To what were its foundations fastened?
Or who laid its cornerstone,
When the morning stars sang together,
And all the sons of God shouted for joy?...
 

Have you commanded the morning since your days began,
And caused the dawn to know its place,...
 
Have you entered the springs of the sea?
Or have you walked in search of the depths?
17 Have the gates of death been revealed to you?
Or have you seen the doors of the shadow of death?

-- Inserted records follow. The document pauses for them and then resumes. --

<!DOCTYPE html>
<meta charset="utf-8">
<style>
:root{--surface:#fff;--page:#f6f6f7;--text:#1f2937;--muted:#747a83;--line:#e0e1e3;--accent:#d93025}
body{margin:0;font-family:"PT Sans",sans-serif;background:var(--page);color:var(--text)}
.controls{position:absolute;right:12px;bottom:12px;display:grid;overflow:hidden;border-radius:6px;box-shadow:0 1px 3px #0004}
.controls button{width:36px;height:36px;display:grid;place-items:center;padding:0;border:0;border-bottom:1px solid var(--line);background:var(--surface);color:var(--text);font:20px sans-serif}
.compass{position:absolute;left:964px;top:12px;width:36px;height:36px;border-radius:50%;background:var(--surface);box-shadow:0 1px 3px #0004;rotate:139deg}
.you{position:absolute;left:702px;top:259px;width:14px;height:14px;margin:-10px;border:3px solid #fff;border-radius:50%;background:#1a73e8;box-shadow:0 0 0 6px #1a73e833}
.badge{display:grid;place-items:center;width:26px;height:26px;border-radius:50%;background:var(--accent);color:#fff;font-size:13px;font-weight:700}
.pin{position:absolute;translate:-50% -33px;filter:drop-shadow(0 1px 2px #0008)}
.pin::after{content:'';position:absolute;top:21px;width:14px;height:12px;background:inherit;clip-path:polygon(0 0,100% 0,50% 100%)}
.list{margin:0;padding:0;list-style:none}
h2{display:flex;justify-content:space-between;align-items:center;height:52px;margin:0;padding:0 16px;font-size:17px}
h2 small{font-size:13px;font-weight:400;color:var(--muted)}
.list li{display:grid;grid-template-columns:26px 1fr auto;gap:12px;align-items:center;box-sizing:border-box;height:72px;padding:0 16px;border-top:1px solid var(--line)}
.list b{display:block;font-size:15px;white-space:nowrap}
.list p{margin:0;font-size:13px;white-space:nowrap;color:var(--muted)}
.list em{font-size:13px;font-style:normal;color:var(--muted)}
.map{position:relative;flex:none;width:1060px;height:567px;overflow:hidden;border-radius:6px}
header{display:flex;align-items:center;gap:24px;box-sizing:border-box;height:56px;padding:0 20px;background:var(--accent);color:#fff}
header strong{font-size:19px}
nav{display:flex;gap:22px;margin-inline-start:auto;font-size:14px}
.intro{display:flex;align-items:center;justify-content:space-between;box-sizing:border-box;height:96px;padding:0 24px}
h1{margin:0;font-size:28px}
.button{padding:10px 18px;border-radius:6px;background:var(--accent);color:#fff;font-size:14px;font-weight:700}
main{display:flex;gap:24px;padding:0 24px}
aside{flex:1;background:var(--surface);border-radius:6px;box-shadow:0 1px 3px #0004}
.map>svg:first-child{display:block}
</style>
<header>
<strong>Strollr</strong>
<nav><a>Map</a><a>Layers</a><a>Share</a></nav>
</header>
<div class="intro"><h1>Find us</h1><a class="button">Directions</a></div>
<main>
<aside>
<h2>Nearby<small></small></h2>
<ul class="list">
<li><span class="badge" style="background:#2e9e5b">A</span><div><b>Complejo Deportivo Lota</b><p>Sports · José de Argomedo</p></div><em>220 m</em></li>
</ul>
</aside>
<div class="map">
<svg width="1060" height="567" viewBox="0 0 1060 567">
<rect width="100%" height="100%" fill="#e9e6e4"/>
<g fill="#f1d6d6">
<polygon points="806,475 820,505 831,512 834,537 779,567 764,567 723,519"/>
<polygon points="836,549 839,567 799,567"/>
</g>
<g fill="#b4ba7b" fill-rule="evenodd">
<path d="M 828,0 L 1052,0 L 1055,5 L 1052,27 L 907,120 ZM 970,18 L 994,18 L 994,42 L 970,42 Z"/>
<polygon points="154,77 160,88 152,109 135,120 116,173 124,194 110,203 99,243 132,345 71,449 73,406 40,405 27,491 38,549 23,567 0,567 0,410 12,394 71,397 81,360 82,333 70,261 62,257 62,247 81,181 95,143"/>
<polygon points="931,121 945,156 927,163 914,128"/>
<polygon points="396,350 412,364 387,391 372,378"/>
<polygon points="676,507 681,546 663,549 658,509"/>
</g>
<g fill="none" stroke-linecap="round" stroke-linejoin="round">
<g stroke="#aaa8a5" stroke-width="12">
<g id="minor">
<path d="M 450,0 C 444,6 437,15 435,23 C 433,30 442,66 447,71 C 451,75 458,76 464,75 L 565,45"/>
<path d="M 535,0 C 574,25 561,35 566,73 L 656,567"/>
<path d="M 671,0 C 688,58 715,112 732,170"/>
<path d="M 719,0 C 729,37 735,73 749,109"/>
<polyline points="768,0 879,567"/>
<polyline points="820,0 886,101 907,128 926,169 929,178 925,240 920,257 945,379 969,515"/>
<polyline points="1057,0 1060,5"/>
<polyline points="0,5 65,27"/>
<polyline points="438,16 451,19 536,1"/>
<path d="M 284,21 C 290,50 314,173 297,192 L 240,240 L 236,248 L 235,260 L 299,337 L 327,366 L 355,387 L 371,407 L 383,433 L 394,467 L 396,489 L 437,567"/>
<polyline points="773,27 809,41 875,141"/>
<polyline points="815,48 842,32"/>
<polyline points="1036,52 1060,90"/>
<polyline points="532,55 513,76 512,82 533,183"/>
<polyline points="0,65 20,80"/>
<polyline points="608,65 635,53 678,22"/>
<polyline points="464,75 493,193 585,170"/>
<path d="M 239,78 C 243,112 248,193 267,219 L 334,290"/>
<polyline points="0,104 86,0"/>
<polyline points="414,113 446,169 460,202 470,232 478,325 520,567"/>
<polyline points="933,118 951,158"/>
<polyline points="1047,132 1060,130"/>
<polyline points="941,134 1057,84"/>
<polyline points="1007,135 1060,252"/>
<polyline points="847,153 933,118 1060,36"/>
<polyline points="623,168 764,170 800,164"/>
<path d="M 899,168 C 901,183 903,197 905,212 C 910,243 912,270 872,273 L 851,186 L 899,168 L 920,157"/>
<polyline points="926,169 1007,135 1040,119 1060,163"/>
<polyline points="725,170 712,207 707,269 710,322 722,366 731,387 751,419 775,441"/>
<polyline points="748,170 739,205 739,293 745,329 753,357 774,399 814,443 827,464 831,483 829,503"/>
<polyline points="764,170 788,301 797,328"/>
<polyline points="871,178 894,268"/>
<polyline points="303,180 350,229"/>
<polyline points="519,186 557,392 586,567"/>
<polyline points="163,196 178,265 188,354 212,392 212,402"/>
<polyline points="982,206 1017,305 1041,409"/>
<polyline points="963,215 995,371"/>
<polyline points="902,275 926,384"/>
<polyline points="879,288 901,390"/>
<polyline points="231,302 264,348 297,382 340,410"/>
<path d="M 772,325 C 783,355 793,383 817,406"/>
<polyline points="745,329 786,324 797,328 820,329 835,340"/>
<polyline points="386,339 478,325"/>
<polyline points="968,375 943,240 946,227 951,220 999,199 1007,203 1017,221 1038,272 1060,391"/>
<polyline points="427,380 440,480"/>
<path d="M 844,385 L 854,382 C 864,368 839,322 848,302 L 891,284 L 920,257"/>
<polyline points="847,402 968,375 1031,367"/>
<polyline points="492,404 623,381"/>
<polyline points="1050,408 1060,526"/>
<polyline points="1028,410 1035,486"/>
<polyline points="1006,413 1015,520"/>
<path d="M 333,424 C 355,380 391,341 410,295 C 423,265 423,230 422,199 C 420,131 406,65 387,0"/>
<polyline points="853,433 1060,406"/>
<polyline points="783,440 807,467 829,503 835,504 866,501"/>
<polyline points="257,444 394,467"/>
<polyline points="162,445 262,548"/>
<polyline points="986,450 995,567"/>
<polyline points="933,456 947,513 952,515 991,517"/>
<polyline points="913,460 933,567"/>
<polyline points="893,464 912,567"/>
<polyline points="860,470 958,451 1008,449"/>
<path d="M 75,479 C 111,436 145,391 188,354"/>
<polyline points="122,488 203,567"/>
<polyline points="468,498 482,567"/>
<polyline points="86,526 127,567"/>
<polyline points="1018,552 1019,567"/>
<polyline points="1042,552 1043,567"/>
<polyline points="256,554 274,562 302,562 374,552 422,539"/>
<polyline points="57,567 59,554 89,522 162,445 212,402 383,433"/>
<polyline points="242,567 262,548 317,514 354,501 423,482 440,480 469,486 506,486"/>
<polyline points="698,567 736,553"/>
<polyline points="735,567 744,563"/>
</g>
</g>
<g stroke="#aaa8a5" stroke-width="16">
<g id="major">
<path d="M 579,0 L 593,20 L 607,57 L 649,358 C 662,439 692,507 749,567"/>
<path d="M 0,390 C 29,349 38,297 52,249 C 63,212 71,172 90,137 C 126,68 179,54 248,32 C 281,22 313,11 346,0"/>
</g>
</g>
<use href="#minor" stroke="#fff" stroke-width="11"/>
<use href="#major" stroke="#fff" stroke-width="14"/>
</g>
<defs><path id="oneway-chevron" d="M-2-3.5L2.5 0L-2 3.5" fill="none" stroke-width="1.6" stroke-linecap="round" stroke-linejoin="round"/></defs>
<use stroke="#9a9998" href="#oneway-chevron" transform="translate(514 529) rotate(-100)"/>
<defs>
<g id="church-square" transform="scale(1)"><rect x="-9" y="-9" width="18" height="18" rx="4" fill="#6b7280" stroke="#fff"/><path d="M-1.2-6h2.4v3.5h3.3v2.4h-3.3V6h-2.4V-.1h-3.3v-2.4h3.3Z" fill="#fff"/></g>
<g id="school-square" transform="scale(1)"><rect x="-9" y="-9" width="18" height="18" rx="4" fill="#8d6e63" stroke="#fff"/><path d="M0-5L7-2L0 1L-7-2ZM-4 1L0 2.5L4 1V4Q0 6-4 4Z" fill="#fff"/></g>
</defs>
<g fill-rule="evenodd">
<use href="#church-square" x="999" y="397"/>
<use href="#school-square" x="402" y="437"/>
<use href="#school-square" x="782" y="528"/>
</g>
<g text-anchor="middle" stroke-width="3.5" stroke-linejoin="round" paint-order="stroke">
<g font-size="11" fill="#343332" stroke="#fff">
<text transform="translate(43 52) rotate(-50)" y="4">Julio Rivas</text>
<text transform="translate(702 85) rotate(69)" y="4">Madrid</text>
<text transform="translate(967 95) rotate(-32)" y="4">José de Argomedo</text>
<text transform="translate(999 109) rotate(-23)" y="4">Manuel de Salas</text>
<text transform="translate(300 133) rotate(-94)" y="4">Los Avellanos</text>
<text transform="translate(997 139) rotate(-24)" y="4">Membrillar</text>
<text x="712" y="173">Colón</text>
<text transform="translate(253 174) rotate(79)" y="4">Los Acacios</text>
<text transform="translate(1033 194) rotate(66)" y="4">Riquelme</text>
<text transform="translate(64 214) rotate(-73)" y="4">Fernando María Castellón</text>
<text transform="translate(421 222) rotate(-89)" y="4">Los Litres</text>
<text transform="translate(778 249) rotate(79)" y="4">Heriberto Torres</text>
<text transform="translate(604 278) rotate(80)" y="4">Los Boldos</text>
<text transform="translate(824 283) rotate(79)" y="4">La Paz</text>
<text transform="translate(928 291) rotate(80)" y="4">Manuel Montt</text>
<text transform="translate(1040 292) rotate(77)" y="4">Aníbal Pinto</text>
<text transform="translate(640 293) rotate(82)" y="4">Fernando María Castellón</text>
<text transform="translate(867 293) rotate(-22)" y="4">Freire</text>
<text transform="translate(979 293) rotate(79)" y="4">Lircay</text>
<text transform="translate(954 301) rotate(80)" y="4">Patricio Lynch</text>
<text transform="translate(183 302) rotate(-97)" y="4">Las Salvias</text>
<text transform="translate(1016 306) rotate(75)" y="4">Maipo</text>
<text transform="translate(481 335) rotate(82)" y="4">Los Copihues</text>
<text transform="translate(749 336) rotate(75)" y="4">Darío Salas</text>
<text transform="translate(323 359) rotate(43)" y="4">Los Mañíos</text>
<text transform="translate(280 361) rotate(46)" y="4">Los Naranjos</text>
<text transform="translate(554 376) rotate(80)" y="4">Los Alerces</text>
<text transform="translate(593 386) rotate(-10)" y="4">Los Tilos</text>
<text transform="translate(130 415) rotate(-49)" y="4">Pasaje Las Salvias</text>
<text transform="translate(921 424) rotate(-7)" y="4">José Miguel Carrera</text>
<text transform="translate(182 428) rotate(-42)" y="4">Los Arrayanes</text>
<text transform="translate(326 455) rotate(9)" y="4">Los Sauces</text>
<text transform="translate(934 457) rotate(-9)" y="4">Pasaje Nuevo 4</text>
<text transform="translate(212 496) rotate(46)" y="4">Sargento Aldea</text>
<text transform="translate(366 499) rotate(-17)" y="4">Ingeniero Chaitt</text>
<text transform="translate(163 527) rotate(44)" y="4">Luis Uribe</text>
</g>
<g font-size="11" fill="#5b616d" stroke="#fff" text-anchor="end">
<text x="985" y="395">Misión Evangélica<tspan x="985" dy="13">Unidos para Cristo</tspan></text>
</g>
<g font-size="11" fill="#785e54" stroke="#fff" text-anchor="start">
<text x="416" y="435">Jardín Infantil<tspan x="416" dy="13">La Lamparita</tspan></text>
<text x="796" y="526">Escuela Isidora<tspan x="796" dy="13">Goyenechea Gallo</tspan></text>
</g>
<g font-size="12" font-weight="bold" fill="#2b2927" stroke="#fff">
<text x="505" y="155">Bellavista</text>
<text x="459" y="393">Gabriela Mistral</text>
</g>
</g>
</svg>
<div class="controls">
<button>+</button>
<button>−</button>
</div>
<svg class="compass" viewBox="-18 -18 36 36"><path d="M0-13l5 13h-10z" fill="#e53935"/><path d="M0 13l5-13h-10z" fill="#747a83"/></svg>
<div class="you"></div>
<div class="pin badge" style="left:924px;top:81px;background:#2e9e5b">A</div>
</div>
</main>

18 Have you comprehended the breadth of the earth?...
 
    Job 38
 
God confronts Job with his puniness and contrasts it with His own greatness and power. Who is man to question God, who has created us and the whole Universe?  Yes there are questions, legitimate questions, but for now anyway God will not or cannot give us the answers. We have only a choice, Despair or Faith. And what is more,   without uncertainty and doubt, there can be no Faith.  
 
Having said that Faith is not blind. Faith is based on fact, logic and our own experience of the world. When we chose faith we do not throw away our brain. We use our brain to build faith. When I begin to doubt or lose my peace in God, I turn my thoughts to the revelation of His nature in Scripture, in my past experiences of His goodness and in the beauty of Nature. Paul in the letter to the Philippians said this
:
Finally, brethren, whatever things are true, whatever things are noble, whatever things are just, whatever things are pure, whatever things are lovely, whatever things are of good report, if there is any virtue and if there is anything praiseworthy—meditate on these things.   The things which you learned and received and heard and saw in me, these do, and the God of peace will be with you.
 
Philippians 4: 8-9
 
If we chose Faith, we may not find the answers to all our questions, but we will find peace - the peace that passes all understanding.